Updated: Nov 18, 2020

Gray and white matter volumes are important imaging markers of pathology and disease progression. Such measures are usually estimated from tissue segmentation maps produced by image processing pipelines. However, the reliability of the produced segmentations when using multi-center and multi-scanner data remains understudied. Here, we assess the robustness of six publicly available tissue classification pipelines across images acquired from different scanners models and sites.


Mahsa Dadar, Simon Duchesne

For the CCNA Group and the CIM-Q Group


Data included 90 T1-weighted images of a single individual, scanned in 73 sessions across 27 sites (Duchesne et al., 2019). An average T1-weighted image template was created out of all scans (Fonov et al., 2009). For each algorithm, their respective segmentation masks on this template was used as a silver standard (Figure 1). Dice Kappa similarity scores between these silver standards and individual segmentations and variability in tissue volumes across segmentations were assessed for Atropos (Avants et al., 2011); BISON (Dadar and Collins, 2019); Classify_Clean (Cocosco et al., 2003); FAST5.0 (Zhang et al., 2001);FreeSurfer6.0.0 (Fischl, 2012); and SPM12 (Penny et al., 2011). We also estimated the sample size necessary to detect a significant 1% volume reduction based on the variability of the estimates from each method within and across scanner models (80% power, 2-tailed significance).


Across tissue types, BISON had the lowest overall variability in Dice Kappa, followed by SPM12 (Figure 2). For GM, BISON had the highest overall Dice Kappa (0.94±0.01), followed by SPM12 (0.93±0.01) and Atropos (0.92±0.03); while Atropos had the highest overall Dice Kappa for WM (0.94±0.02), followed by BISON (0.93±0.01) and SPM12 (0.93±0.01). BISON had the lowest overall variability in its volumetric estimates (GM: 57.60±0.4, WM: 34.49±0.4, CSF: 7.90±0.3), followed by FreeSurfer (GM: 49.80±0.7, WM: 39.52±0.8, CSF: 10.71±1.2), and SPM12 (GM: 57.76±1.3, WM: 33.08±1.1, CSF: 9.12±0.9, Figure 3). BISON also had the smallest sample size requirement across all scanners and tissue types, followed by FreeSurfer, and SPM12 (Table 1). As expected, the necessary sample sizes decreased when using data from a specific scanner.

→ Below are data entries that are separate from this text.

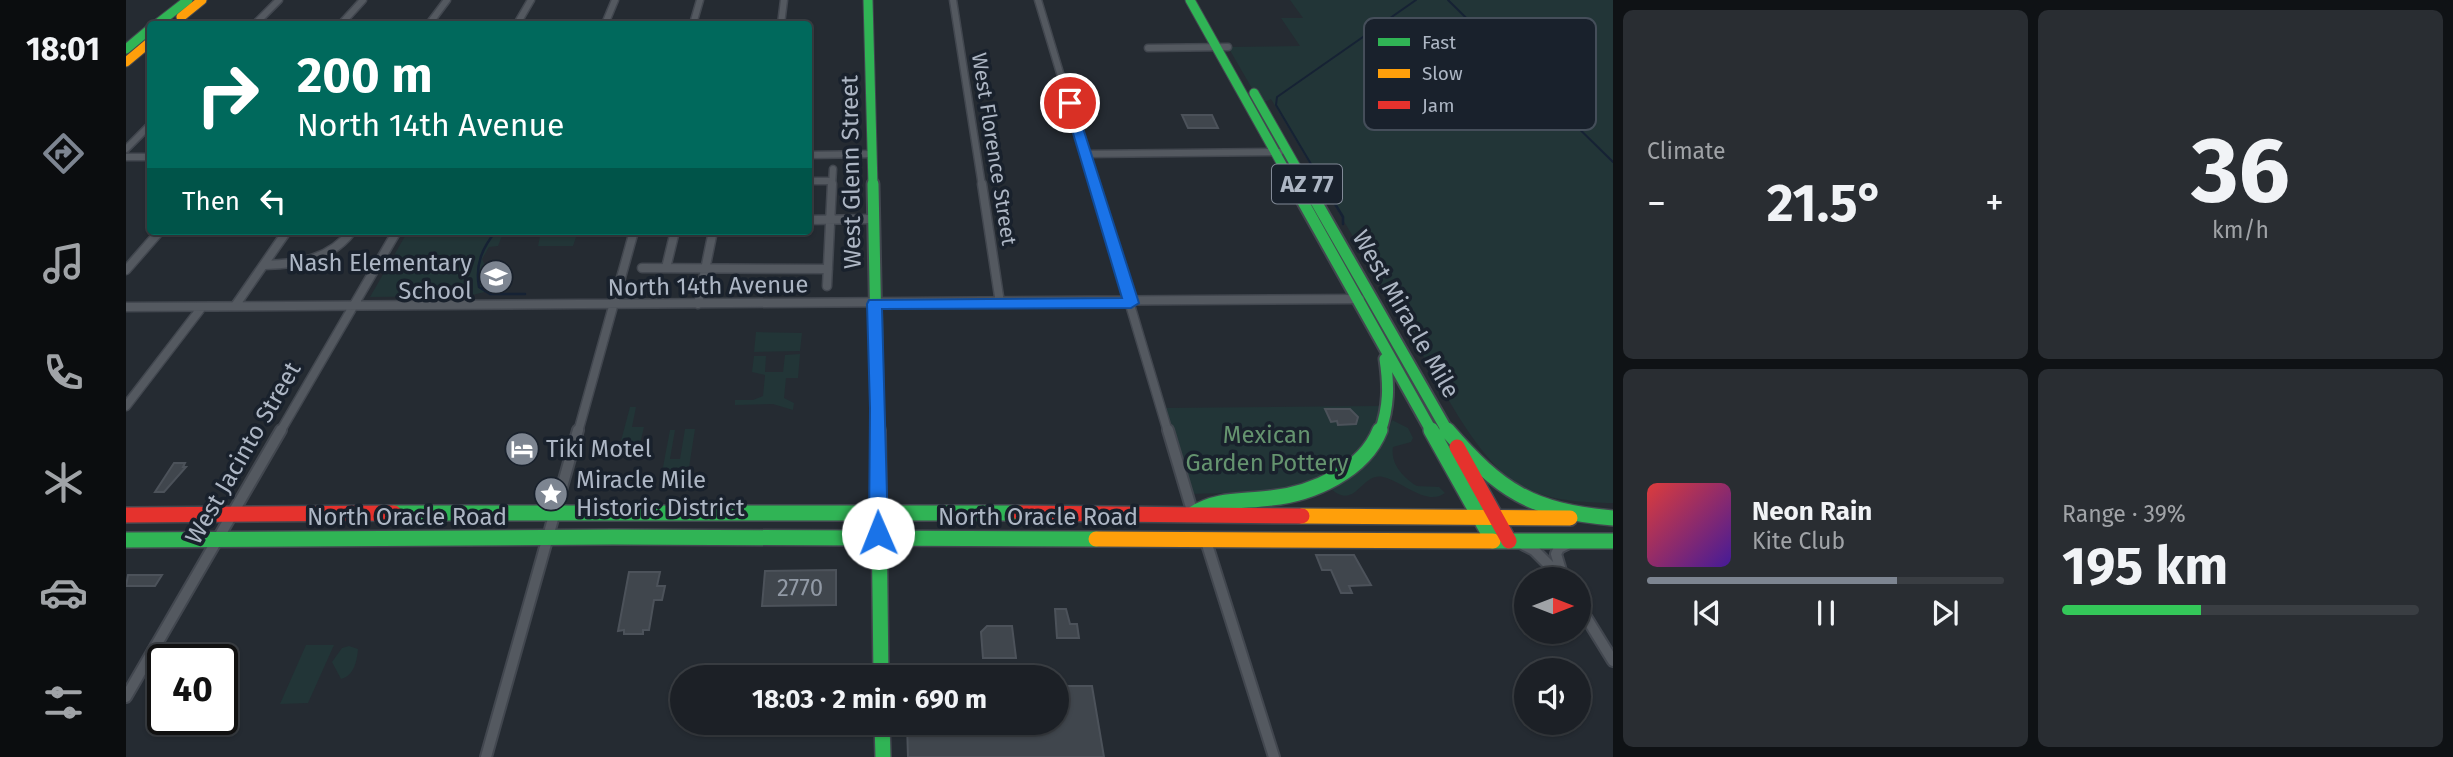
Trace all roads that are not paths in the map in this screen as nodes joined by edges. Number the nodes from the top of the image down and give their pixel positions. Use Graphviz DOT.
graph roads {
  1 [pos="188,0"];
  2 [pos="202,0"];
  3 [pos="279,0"];
  4 [pos="363,0"];
  5 [pos="447,0"];
  6 [pos="531,0"];
  7 [pos="615,0"];
  8 [pos="700,0"];
  9 [pos="784,0"];
  10 [pos="868,0"];
  11 [pos="953,0"];
  12 [pos="1038,0"];
  13 [pos="1190,0"];
  14 [pos="1201,0"];
  15 [pos="161,21"];
  16 [pos="176,21"];
  17 [pos="258,21"];
  18 [pos="344,21"];
  19 [pos="431,21"];
  20 [pos="519,21"];
  21 [pos="606,21"];
  22 [pos="694,21"];
  23 [pos="781,21"];
  24 [pos="147,32"];
  25 [pos="147,43"];
  26 [pos="1222,47"];
  27 [pos="1148,48"];
  28 [pos="130,51"];
  29 [pos="126,62"];
  30 [pos="147,128"];
  31 [pos="126,149"];
  32 [pos="1275,152"];
  33 [pos="1289,152"];
  34 [pos="872,154"];
  35 [pos="1086,154"];
  36 [pos="812,155"];
  37 [pos="126,157"];
  38 [pos="147,158"];
  39 [pos="833,169"];
  40 [pos="812,181"];
  41 [pos="832,181"];
  42 [pos="872,219"];
  43 [pos="812,220"];
  44 [pos="830,220"];
  45 [pos="157,235"];
  46 [pos="284,235"];
  47 [pos="349,235"];
  48 [pos="395,235"];
  49 [pos="633,235"];
  50 [pos="674,235"];
  51 [pos="712,235"];
  52 [pos="265,265"];
  53 [pos="642,268"];
  54 [pos="666,268"];
  55 [pos="705,268"];
  56 [pos="828,269"];
  57 [pos="126,270"];
  58 [pos="827,286"];
  59 [pos="1358,299"];
  60 [pos="1373,299"];
  61 [pos="1000,303"];
  62 [pos="1131,303"];
  63 [pos="698,304"];
  64 [pos="874,304"];
  65 [pos="235,306"];
  66 [pos="354,306"];
  67 [pos="612,306"];
  68 [pos="126,307"];
  69 [pos="202,307"];
  70 [pos="1377,333"];
  71 [pos="126,406"];
  72 [pos="1447,430"];
  73 [pos="555,512"];
  74 [pos="878,512"];
  75 [pos="231,514"];
  76 [pos="1193,514"];
  77 [pos="126,515"];
  78 [pos="1480,517"];
  79 [pos="1496,517"];
  80 [pos="1599,518"];
  81 [pos="1613,518"];
  82 [pos="547,537"];
  83 [pos="878,538"];
  84 [pos="1206,538"];
  85 [pos="216,539"];
  86 [pos="126,540"];
  87 [pos="1493,541"];
  88 [pos="1513,541"];
  89 [pos="1574,541"];
  90 [pos="1613,541"];
  91 [pos="1551,567"];
  92 [pos="1560,567"];
  93 [pos="1591,625"];
  94 [pos="1613,661"];
  95 [pos="881,665"];
  96 [pos="126,697"];
  97 [pos="882,735"];
  98 [pos="486,757"];
  99 [pos="883,757"];
  100 [pos="1274,757"];
  1 -- 15 [label="main road"];
  2 -- 16 [label="main road"];
  3 -- 17 [label="street"];
  4 -- 18 [label="street"];
  5 -- 19 [label="street"];
  6 -- 20 [label="street"];
  7 -- 21 [label="street"];
  8 -- 22 [label="street"];
  9 -- 23 [label="street"];
  10 -- 34 [label="main road, West Glenn Street"];
  11 -- 61 [label="street, West Florence Street"];
  12 -- 35 [label="street"];
  13 -- 26 [label="main road, West Miracle Mile / AZ 77"];
  14 -- 26 [label="main road, West Miracle Mile / AZ 77"];
  24 -- 28 [label="main road"];
  25 -- 28 [label="main road"];
  26 -- 27 [label="street"];
  26 -- 32 [label="main road, West Miracle Mile / AZ 77"];
  26 -- 33 [label="main road, West Miracle Mile / AZ 77"];
  28 -- 29 [label="main road"];
  30 -- 31 [label="street"];
  32 -- 33 [label="street"];
  32 -- 35 [label="street"];
  32 -- 59 [label="main road, West Miracle Mile / AZ 77"];
  33 -- 60 [label="main road, West Miracle Mile / AZ 77"];
  34 -- 36 [label="street"];
  34 -- 42 [label="main road, West Glenn Street"];
  35 -- 62 [label="street"];
  37 -- 38 [label="street"];
  39 -- 41 [label="street"];
  40 -- 41 [label="street"];
  41 -- 44 [label="street"];
  42 -- 44 [label="street"];
  42 -- 64 [label="main road, West Glenn Street"];
  43 -- 44 [label="street"];
  44 -- 56 [label="street"];
  45 -- 57 [label="street"];
  46 -- 52 [label="street"];
  47 -- 52 [label="street"];
  48 -- 66 [label="street, West Jacinto Street"];
  49 -- 67 [label="street"];
  50 -- 54 [label="street"];
  51 -- 55 [label="street"];
  52 -- 65 [label="street"];
  53 -- 54 [label="street"];
  54 -- 55 [label="street"];
  55 -- 56 [label="street"];
  55 -- 63 [label="street"];
  56 -- 58 [label="street"];
  59 -- 60 [label="street, North 14th Avenue"];
  59 -- 62 [label="street, North 14th Avenue"];
  59 -- 70 [label="main road, West Miracle Mile / AZ 77"];
  60 -- 72 [label="main road, West Miracle Mile / AZ 77"];
  61 -- 62 [label="street, North 14th Avenue"];
  61 -- 64 [label="street, North 14th Avenue"];
  62 -- 76 [label="street"];
  63 -- 64 [label="street, North 14th Avenue"];
  63 -- 67 [label="street, North 14th Avenue"];
  64 -- 74 [label="main road, West Glenn Street"];
  65 -- 66 [label="street, North 14th Avenue"];
  65 -- 69 [label="street, North 14th Avenue"];
  66 -- 67 [label="street, North 14th Avenue"];
  66 -- 75 [label="street, West Jacinto Street"];
  67 -- 73 [label="street"];
  68 -- 69 [label="street, North 14th Avenue"];
  69 -- 71 [label="street"];
  70 -- 76 [label="main road"];
  70 -- 78 [label="main road, West Miracle Mile / AZ 77"];
  72 -- 79 [label="main road, West Miracle Mile / AZ 77"];
  72 -- 80 [label="main road, AZ 77"];
  73 -- 74 [label="main road, North Oracle Road"];
  73 -- 75 [label="main road, North Oracle Road"];
  73 -- 82 [label="street"];
  74 -- 76 [label="main road, North Oracle Road"];
  74 -- 83 [label="main road, West Glenn Street"];
  75 -- 77 [label="main road, North Oracle Road"];
  75 -- 85 [label="street, West Jacinto Street"];
  76 -- 78 [label="main road, North Oracle Road"];
  78 -- 79 [label="main road, North Oracle Road"];
  78 -- 87 [label="main road, West Miracle Mile / AZ 77"];
  79 -- 80 [label="main road, North Oracle Road"];
  79 -- 88 [label="main road, West Miracle Mile / AZ 77"];
  80 -- 81 [label="main road, North Oracle Road / AZ 77"];
  82 -- 83 [label="main road, North Oracle Road"];
  82 -- 85 [label="main road, North Oracle Road"];
  82 -- 98 [label="street"];
  83 -- 84 [label="main road, North Oracle Road"];
  83 -- 95 [label="main road, West Glenn Street"];
  84 -- 87 [label="main road, North Oracle Road"];
  84 -- 100 [label="street"];
  85 -- 86 [label="main road, North Oracle Road"];
  85 -- 96 [label="street, West Jacinto Street"];
  87 -- 88 [label="main road, North Oracle Road"];
  88 -- 89 [label="main road, North Oracle Road"];
  88 -- 91 [label="street"];
  89 -- 90 [label="main road, North Oracle Road"];
  89 -- 92 [label="street"];
  93 -- 94 [label="street"];
  97 -- 99 [label="main road"];
}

Figure 1. Axial slices showing the template created from the original T1w MRIs,

and the silver standard segmentations of this template from

Atropos, BISON, Classify_Clean, FAST, FreeSurfer, and SPM12.


Our comparisons provide a benchmark on the reliability of currently used tissue classification techniques and the amount of variability that can be expected when using large multi-center and multi-scanner databases.